There's so many activities out there in the world, so many hobbies to try, skills to learn, passions to enjoy.

As high schoolers ourselves, the transition to online learning has given us an amplitude of free time, and we've found amongst ourselves a love for coding. We want to help others find their hidden passions as well during these times.

Bored gif

What it does

SkillQuest is an app that gamifies learning new skills such as solving a Rubik's cube or learning magic tricks. Users can earn points for mastering a skill, see what their friends are learning, and can compete to see who can learn more skills!

The main bread and butter of our app comes from the user experience in learning a new skill. They can find new skills quickly, and will be provided resources and videos related to the skill. Skills that are being learned will appear in a carosel in the home page.
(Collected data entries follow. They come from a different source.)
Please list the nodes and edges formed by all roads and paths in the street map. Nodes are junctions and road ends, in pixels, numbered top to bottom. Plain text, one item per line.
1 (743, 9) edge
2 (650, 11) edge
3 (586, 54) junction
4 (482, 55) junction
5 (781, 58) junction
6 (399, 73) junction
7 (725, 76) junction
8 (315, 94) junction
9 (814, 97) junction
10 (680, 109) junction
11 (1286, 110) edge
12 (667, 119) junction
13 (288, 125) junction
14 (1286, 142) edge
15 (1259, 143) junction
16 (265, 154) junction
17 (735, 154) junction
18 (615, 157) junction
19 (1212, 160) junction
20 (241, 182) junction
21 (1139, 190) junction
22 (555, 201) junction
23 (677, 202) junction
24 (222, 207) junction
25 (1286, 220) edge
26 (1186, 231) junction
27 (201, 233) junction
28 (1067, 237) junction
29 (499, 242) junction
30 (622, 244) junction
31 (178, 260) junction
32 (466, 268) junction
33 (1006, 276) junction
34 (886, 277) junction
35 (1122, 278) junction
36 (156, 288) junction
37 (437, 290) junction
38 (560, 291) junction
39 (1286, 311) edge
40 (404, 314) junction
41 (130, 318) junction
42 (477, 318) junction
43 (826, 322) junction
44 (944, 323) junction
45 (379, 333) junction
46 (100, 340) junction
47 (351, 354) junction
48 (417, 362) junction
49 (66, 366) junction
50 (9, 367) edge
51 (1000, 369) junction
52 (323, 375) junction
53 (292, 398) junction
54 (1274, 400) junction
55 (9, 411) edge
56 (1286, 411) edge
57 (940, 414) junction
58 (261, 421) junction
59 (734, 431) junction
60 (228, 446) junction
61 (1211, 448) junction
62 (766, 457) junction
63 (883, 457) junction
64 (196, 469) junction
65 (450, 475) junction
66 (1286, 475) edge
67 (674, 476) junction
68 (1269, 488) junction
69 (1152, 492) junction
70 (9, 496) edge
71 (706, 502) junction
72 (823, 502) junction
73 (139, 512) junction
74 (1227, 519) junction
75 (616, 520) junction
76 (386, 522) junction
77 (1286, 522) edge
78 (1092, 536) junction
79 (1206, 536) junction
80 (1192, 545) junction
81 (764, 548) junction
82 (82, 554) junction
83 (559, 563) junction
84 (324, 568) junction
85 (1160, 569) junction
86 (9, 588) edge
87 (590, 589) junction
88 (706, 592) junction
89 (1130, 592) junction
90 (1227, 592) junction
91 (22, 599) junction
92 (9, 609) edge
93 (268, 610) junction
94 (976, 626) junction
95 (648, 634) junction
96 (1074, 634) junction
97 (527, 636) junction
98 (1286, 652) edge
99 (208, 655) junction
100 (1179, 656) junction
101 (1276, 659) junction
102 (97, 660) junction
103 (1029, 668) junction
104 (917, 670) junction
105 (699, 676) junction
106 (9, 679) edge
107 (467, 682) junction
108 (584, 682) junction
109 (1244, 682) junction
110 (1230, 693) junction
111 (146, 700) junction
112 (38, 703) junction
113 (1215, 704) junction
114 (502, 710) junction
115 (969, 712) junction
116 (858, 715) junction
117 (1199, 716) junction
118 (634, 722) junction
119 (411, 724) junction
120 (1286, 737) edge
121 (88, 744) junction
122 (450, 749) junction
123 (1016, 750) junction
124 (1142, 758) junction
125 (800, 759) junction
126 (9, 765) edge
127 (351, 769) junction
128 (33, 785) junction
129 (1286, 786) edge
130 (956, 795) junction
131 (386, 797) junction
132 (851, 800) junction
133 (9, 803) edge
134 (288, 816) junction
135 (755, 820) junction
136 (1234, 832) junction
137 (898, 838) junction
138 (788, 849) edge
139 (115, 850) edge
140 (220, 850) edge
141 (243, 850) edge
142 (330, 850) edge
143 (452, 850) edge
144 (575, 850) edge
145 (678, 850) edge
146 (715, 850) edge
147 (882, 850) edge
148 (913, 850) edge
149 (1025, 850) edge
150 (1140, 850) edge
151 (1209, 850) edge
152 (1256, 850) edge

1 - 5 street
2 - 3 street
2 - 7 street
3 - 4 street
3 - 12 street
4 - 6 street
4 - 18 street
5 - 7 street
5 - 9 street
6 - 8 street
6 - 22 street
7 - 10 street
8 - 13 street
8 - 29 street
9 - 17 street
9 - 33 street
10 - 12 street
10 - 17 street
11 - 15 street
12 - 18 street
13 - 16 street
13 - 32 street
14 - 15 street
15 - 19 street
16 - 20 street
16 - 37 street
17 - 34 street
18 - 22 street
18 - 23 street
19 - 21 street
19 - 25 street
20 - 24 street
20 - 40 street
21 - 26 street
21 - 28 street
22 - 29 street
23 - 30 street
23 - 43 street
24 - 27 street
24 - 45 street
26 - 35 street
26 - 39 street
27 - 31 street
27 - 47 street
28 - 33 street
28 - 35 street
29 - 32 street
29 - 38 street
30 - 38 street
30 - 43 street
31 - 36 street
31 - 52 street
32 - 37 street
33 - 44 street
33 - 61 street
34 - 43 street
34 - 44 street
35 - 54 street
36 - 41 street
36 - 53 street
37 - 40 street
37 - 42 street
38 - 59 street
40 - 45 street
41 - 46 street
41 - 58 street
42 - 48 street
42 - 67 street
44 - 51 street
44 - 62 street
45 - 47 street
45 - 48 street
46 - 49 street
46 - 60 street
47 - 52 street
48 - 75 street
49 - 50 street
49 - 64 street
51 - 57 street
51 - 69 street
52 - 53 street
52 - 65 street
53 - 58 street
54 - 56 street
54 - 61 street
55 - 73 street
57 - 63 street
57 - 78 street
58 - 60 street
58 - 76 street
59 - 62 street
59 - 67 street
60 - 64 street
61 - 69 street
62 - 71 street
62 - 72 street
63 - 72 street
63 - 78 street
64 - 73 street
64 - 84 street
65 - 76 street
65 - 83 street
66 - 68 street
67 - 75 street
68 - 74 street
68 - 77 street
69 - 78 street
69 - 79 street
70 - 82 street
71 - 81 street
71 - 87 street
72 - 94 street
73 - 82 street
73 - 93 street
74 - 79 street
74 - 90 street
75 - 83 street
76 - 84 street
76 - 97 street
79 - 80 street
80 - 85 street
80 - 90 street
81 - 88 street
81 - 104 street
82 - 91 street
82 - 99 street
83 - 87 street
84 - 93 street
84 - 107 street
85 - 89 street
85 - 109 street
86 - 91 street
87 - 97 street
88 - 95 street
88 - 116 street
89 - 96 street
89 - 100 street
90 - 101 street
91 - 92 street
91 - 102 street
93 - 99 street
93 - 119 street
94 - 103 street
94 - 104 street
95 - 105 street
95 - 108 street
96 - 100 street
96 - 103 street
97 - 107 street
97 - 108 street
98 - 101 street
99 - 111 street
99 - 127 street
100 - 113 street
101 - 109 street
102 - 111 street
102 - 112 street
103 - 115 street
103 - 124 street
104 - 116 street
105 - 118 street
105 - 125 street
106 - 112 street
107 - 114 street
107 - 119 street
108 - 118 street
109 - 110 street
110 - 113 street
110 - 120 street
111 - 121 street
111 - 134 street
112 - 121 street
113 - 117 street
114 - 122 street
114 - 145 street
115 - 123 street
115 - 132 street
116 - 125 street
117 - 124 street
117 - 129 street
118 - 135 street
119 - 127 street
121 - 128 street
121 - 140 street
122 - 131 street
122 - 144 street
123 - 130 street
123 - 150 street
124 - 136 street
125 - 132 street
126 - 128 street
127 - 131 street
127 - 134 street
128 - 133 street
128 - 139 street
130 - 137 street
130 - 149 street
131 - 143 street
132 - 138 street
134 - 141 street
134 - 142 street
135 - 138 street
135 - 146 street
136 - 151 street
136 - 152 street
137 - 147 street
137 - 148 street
Other pages complement the app, starting with a community feed page, where friends as well as the user can post updates of themselves learning skills, to a leaderboard page, which updates based on the number of skills a user has learned. The score is calculated based on the number of skills a user has learned, as well as how long the skills take to master.

Finally, there is a profile page, which is personally tailored to your interests and learned skills. There’s a section to see your past posts and a section that is characterized by your skill interests.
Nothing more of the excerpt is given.